It’s wonderful to think that in 1989, years before I would hear of this band, legendary producer Jack Endino (Soundgarden, Nirvana, Mudhoney, and on and on), or the phrase “riot grrrl,” Minneapolis band Babes In Toyland trekked out to Seattle to work with Jack Endino on their debut album, Spanking Machine, which would be released in 1990 on Minnesota label Twin/Tone Records. It’s also wonderful to hear that, even a few years before they would make their biggest mark on the scene with 1992’s Fontanelle, an album that only could have sold as much as it did in the major label gold rush of the post-Nevermind era, this trio had just as much energy, rage, and skill as they would a few years later.
“Why did you leave me/When I was still inside of you,” Kat Bjelland howls on the wonderfully angry “Pain In My Heart,” while her guitar scrapes along against the brick and metal of the cold, dark alley her voice is stumbling through. Digging out of her angst she picks up steam midway through the song to unleash a torrent: “Fry fucking fry fucking fry fucking my blue boyfriend.” It’s raw. There isn’t a lot of twenty-something angst that still registers much more than an eye roll in this mid-life shell of mine, but it’s impossible not to be pissed at The Man and really just everything when you listen to this.
Keep in mind this is five years before Sleater-Kinney’s debut album. Five! And this is significantly better. It’s far more well-crafted: the songs are more songy, the rage is better channeled but no less potent. Now, Sleater-Kinney would move on from this kind of sound for their second (and subsequent) albums, and for good reason given that Babes In Toyland had already broken up by that time and, in my opinion, basically mastered the riot grrrl thing. Now, I realize it’s kind of icky for me to compare two punk bands made up of three women each, but to be fair I really do think S-K’s debut album looks back pretty clearly at Babes In Toyland’s discography, a distinct sound I really haven’t encountered elsewhere.

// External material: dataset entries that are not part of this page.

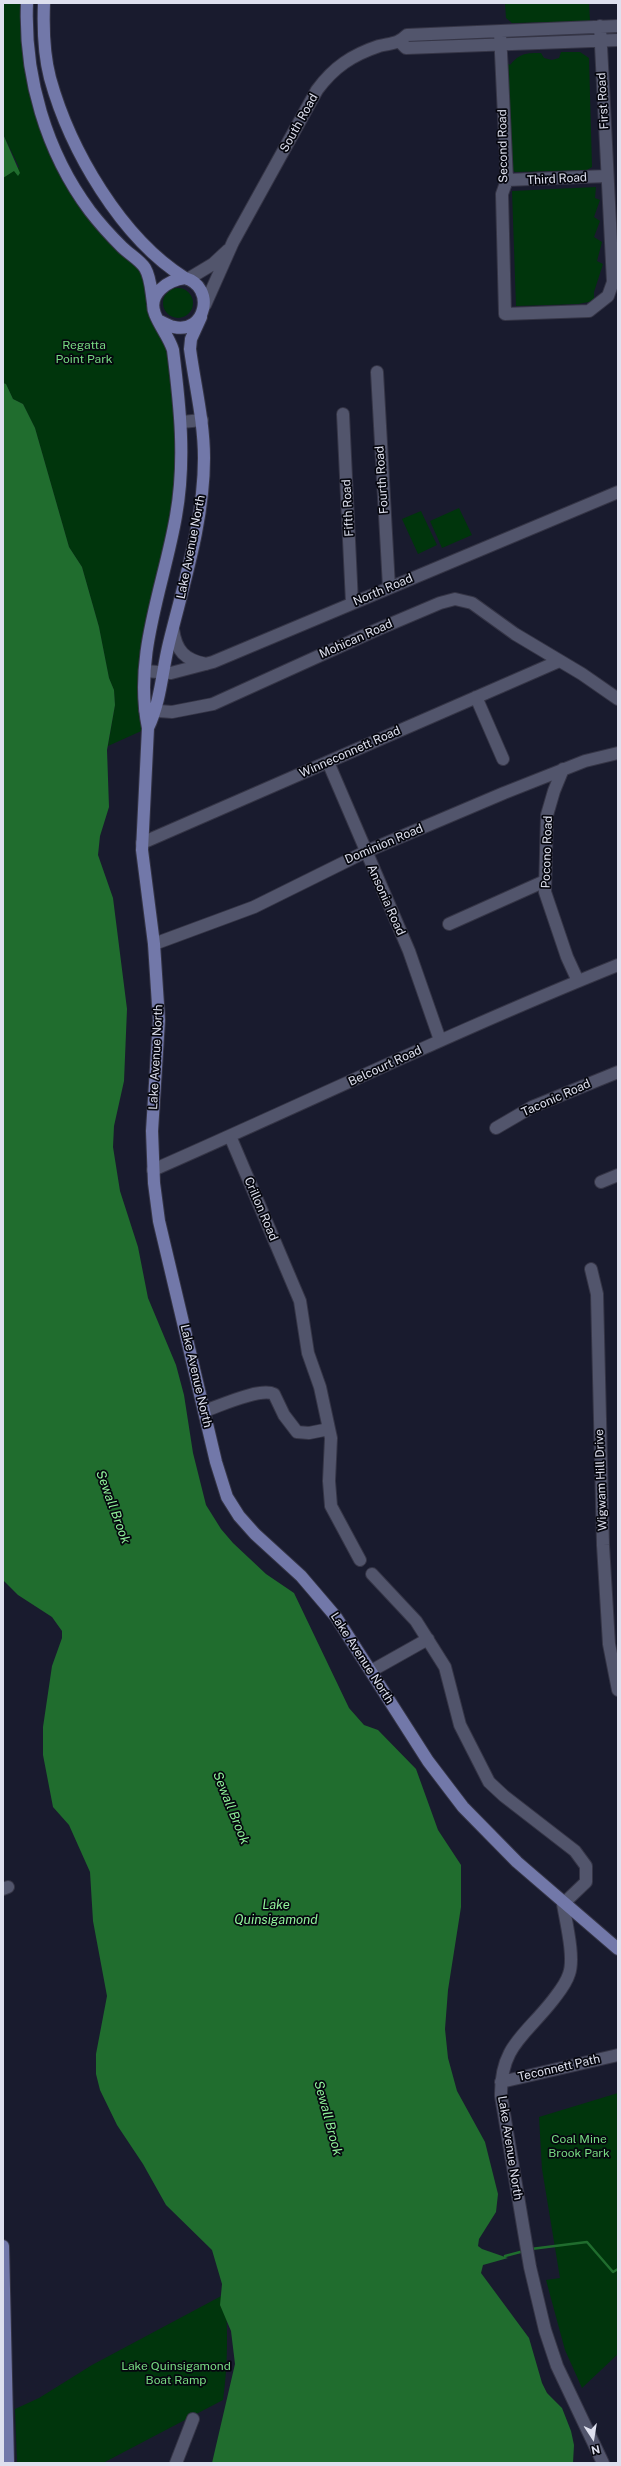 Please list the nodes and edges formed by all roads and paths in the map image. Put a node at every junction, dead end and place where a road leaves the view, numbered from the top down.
1 (27, 3) edge
2 (44, 3) edge
3 (600, 26) junction
4 (618, 26) edge
5 (500, 32) junction
6 (618, 40) edge
7 (600, 41) junction
8 (400, 42) junction
9 (500, 45) junction
10 (607, 176) junction
11 (507, 180) junction
12 (234, 242) junction
13 (186, 279) junction
14 (504, 284) joint
15 (205, 305) junction
16 (154, 308) junction
17 (201, 317) junction
18 (160, 321) junction
19 (376, 372) dead end
20 (343, 414) dead end
21 (202, 420) junction
22 (182, 422) junction
23 (618, 492) edge
24 (389, 587) junction
25 (352, 603) junction
26 (173, 629) junction
27 (557, 662) junction
28 (206, 664) junction
29 (145, 671) junction
30 (163, 673) junction
31 (476, 697) junction
32 (618, 699) edge
33 (150, 711) junction
34 (618, 753) edge
35 (503, 759) dead end
36 (328, 762) junction
37 (563, 769) junction
38 (142, 842) junction
39 (365, 852) junction
40 (545, 881) junction
41 (449, 924) dead end
42 (154, 944) junction
43 (618, 965) edge
44 (578, 981) junction
45 (440, 1040) junction
46 (618, 1072) edge
47 (496, 1128) dead end
48 (230, 1136) junction
49 (153, 1170) junction
50 (618, 1175) edge
51 (601, 1182) dead end
52 (591, 1269) dead end
53 (204, 1411) junction
54 (329, 1429) junction
55 (360, 1560) dead end
56 (372, 1574) dead end
57 (428, 1639) junction
58 (371, 1670) junction
59 (618, 1690) edge
60 (563, 1904) junction
61 (618, 1949) edge
62 (618, 2054) edge
63 (501, 2082) junction
64 (3, 2246) edge
65 (192, 2419) dead end
66 (8, 2463) edge
67 (176, 2463) edge
68 (603, 2463) edge

1 - 16 main road
2 - 13 main road
3 - 4 street, South Road
3 - 5 street, South Road
3 - 7 street, First Road
5 - 8 street, South Road
5 - 9 street, Second Road
6 - 7 street, South Road
7 - 9 street, South Road
7 - 10 street, First Road
8 - 9 street, South Road
8 - 12 street, South Road
9 - 11 street, Second Road
10 - 11 street, Third Road
10 - 14 street, First Road
11 - 14 street, Second Road
12 - 13 street, South Road
12 - 15 street, South Road
13 - 15 main road
13 - 16 main road
15 - 17 main road
16 - 18 main road
17 - 18 main road
17 - 21 main road, Lake Avenue North
18 - 22 main road, Lake Avenue North
19 - 24 street, Fourth Road
20 - 25 street, Fifth Road
21 - 22 street
21 - 26 main road, Lake Avenue North
22 - 29 main road, Lake Avenue North
23 - 24 street, North Road
24 - 25 street, North Road
25 - 28 street, North Road
26 - 28 street
26 - 30 main road, Lake Avenue North
27 - 31 street, Winneconnett Road
27 - 32 street, Mohican Road
27 - 33 street, Mohican Road
28 - 30 street, North Road
29 - 30 street, North Road
29 - 33 main road, Lake Avenue North
30 - 33 main road, Lake Avenue North
31 - 35 street
31 - 36 street, Winneconnett Road
33 - 38 main road, Lake Avenue North
34 - 37 street, Dominion Road
36 - 38 street, Winneconnett Road
36 - 39 street, Ansonia Road
37 - 39 street, Dominion Road
37 - 40 street, Pocono Road
38 - 42 main road, Lake Avenue North
39 - 42 street, Dominion Road
39 - 45 street, Ansonia Road
40 - 41 street
40 - 44 street, Pocono Road
42 - 49 main road, Lake Avenue North
43 - 44 street, Belcourt Road
44 - 45 street, Belcourt Road
45 - 48 street, Belcourt Road
46 - 47 street, Taconic Road
48 - 49 street, Belcourt Road
48 - 54 street, Crillon Road
49 - 53 main road, Lake Avenue North
50 - 51 street
52 - 59 street, Wigwam Hill Drive
53 - 54 street
53 - 58 main road, Lake Avenue North
54 - 55 street, Crillon Road
56 - 57 street
57 - 58 street
57 - 60 street
58 - 60 main road, Lake Avenue North
60 - 61 main road
60 - 63 street, Lake Avenue North
62 - 63 street, Teconnett Path
63 - 68 street, Lake Avenue North
64 - 66 main road
65 - 67 street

There are some meh points here, notably in the middle of the album where I feel like they sequenced some changes of pace to try to break up the emotional and sonic assault they bring at the top and end of the album. “Dogg,” a bluesy dirge sung by drummer Lori Barbero, works, but “Boto Rap” and, though less of a divergence, “Never,” lose my interest a bit. But everything else you would get from Babes In Toyland on their later albums, like the raging, in-tune-only-when-we-want-to-be howls, tempo shifts, uncompromising lyrics, downtuned guitars, evocatively palm-muted guitars, and, amazingly, sing-along (scream-along) vocal melodies. It’s a great start to an all-too-short career for this band.
Mix: “Fork Down Throat”
Really Like: “He’s My Thing,” “Dogg,” “Pain In My Heart”

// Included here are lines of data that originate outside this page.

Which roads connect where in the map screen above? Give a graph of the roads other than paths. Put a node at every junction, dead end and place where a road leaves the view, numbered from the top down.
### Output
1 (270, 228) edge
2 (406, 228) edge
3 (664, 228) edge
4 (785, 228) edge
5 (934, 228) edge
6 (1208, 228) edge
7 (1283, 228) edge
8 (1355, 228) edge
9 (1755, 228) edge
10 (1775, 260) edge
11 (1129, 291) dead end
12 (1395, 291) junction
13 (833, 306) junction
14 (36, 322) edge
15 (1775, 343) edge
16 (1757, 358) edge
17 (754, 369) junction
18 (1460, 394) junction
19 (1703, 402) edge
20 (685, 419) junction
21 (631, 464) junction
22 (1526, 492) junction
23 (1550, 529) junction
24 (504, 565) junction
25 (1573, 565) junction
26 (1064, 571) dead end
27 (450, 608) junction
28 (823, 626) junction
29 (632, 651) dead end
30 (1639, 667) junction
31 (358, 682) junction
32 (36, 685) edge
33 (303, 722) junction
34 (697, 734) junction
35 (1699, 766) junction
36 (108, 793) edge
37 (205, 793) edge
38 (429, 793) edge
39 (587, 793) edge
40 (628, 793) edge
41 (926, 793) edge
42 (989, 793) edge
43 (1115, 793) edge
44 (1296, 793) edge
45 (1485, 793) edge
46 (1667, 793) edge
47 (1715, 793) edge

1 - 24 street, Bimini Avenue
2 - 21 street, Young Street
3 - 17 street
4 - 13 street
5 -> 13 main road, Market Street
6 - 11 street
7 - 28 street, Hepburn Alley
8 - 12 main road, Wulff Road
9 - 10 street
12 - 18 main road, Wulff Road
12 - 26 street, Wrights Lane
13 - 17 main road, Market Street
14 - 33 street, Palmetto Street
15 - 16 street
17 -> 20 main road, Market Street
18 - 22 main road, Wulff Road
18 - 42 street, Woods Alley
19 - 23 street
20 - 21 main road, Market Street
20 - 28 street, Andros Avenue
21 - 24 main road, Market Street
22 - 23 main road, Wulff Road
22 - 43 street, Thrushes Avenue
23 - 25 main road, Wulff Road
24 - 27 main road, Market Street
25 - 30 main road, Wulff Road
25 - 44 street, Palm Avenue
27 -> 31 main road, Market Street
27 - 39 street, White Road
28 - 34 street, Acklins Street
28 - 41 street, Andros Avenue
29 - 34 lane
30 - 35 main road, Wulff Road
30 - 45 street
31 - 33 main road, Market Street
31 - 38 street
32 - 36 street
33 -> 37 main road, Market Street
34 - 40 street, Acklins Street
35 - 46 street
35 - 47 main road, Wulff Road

Like: “Swamp Pussy,” “Vomit Heart,” “Lashes,” “You’re Right,” “Dust Cake Boy”
Meh: “Never,” “Boto Rap”
Song Notes: After the jump
- Swamp Pussy –
- He’s My Thing – a stomper
- Vomit Heart – palm-muted guit at start
- Never –
- Boto Rap – It feels like a two-song detour to break up the album starts here, with only one of the two being really successful
- Dogg – Lori sings. Bluesy
- Pain In My Heart – Wonderfully angry
- Lashes –
- You’re Right – an acquired taste. at first seems indulgent but gets better the more you listen to it and hear the discipline
- Dust Cake Boy –
- Fork Down Throat – this and “Pain In My Heart” are probably my favorites. Though the first two tracks deserve to be in the conversation, too. It’s probably this one.